A doutrina corrobora essa leitura. Leandro Paulsen defende que, nas hipóteses descritas no artigo 137, “até mesmo o tributo deve ser exigido exclusivamente do agente”,1 distinguindo essa imputação direta da responsabilidade solidária dos artigos 134 e 135 do CTN. Da mesma forma, Luís Eduardo Schoueri observa que o agente atua em interesse próprio, e não da entidade representada, razão pela qual “é ele, e somente ele, quem responde pela integralidade do crédito tributário”.2

Adotar interpretação distinta seria punir duplamente a vítima: uma vez pela fraude sofrida, outra pelo dever de pagar novamente o tributo supostamente quitado. Além disso, seria abrir perigoso precedente de impunidade, incentivando estruturas que comercializam soluções ilícitas sob a fachada de consultorias técnicas. O direcionamento da pretensão fiscal contra os verdadeiros fraudadores não reduz a arrecadação estatal, apenas orienta corretamente sua exigência contra quem efetivamente violou a lei. É crucial que o sistema jurídico proteja aqueles que, confiando na aparente legalidade das operações, foram lesados por práticas fraudulentas.

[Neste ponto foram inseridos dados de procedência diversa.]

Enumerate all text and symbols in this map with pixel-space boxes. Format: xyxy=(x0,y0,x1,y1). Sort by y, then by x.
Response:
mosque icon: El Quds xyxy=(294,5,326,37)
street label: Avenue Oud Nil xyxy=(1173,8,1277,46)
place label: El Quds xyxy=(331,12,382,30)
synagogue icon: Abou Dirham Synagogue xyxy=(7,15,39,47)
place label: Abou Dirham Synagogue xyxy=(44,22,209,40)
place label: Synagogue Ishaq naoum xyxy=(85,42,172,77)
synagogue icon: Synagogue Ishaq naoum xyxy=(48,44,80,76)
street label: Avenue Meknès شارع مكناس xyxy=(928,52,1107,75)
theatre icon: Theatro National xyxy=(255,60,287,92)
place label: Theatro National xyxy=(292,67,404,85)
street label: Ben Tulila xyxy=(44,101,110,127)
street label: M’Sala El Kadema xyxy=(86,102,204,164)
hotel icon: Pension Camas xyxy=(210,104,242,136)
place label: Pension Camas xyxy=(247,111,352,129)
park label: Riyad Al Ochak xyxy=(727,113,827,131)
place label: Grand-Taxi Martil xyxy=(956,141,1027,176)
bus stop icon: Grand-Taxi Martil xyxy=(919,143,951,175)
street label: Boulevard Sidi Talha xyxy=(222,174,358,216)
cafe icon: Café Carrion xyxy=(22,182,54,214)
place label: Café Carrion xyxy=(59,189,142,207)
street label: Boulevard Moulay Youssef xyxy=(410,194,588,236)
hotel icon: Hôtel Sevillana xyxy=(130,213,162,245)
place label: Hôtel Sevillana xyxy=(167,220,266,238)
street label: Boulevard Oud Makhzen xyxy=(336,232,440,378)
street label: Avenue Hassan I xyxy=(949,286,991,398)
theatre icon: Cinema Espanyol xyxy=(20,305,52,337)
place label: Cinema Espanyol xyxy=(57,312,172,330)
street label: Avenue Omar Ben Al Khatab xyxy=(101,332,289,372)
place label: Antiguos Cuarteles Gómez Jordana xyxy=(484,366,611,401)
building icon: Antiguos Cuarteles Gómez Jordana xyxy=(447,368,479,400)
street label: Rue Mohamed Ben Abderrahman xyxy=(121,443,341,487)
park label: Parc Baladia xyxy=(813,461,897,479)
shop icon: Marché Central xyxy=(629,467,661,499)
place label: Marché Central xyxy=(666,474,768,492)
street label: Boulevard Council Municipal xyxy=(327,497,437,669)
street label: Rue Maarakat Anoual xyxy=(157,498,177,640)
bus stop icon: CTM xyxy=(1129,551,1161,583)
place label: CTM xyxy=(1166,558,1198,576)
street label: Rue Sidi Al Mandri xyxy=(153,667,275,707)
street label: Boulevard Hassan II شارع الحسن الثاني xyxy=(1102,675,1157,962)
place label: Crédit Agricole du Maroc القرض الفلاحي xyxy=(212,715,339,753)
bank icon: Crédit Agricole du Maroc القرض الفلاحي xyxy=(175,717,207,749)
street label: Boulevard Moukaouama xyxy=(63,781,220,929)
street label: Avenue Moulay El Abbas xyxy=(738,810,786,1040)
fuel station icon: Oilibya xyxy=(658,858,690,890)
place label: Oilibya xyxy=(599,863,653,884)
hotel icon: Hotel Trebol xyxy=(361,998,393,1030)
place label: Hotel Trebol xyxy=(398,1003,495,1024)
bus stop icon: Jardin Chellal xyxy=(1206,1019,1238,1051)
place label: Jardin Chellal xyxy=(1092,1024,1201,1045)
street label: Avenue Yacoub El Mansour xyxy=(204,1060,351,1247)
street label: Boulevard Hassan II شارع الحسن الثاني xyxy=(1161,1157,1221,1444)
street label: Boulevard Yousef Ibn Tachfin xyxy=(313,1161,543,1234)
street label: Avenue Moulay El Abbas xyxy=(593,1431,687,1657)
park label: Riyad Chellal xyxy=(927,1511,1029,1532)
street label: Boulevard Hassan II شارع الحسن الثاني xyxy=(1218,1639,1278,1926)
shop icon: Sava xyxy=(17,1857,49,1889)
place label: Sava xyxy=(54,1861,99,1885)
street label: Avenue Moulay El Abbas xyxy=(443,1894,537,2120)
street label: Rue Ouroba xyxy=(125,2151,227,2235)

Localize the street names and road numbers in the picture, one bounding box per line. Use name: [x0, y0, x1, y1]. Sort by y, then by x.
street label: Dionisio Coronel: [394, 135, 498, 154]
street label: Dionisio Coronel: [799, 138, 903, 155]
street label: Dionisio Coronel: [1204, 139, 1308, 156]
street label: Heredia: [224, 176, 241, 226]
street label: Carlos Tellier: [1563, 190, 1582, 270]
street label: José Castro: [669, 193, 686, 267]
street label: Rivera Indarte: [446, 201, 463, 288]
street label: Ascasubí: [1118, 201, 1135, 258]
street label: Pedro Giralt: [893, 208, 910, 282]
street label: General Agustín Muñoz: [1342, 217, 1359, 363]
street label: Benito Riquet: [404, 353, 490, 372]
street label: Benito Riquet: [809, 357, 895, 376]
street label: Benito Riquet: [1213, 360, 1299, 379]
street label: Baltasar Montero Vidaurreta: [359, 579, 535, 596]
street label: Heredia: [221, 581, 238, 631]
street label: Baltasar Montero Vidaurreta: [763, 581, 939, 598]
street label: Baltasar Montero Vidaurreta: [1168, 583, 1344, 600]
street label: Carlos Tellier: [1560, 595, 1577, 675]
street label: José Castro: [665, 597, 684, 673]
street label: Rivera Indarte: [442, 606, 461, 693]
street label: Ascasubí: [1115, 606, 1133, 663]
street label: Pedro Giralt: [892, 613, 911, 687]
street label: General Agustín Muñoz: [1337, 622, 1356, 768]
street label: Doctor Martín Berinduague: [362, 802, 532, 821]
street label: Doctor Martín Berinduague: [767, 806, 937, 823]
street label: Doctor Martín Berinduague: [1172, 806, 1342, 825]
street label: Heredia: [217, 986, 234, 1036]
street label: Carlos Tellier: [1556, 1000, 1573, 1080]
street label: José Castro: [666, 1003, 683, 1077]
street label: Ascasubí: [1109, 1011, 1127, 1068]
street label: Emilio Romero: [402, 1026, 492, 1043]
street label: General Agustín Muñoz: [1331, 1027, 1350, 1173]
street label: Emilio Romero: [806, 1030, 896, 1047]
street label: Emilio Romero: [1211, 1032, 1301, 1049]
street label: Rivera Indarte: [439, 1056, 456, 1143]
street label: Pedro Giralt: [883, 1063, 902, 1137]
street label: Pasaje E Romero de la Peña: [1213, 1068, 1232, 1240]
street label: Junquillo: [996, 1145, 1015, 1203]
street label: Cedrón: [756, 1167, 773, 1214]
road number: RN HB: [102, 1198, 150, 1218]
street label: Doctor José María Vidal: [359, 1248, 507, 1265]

A eficácia do crédito tributário, nestas hipóteses, pode e deve ser preservada por meio das ferramentas processuais disponíveis à Fazenda Pública, como a ação cautelar fiscal, as medidas de indisponibilidade patrimonial e os instrumentos penais correlatos, inclusive a perda do produto do crime. A utilização desses instrumentos é fundamental para garantir que os fraudadores não se beneficiem de seus atos ilícitos e que a Fazenda Pública seja devidamente ressarcida.

Diante desse panorama, a responsabilização exclusiva dos fraudadores — nos termos do artigo 137 — não é apenas juridicamente acertada, mas socialmente necessária. Preserva a confiança nas relações jurídicas, desestimula condutas ilícitas e reafirma o compromisso do ordenamento com a justiça fiscal e a segurança jurídica.

 

Referências

____________________

1. PAULSEN, Leandro. Curso de Direito Tributário Completo. 10. ed. São Paulo: Saraiva, 2019.

2. SCHOUÉRI, Luís Eduardo. Direito Tributário. 9. ed. São Paulo: Saraiva, 2019.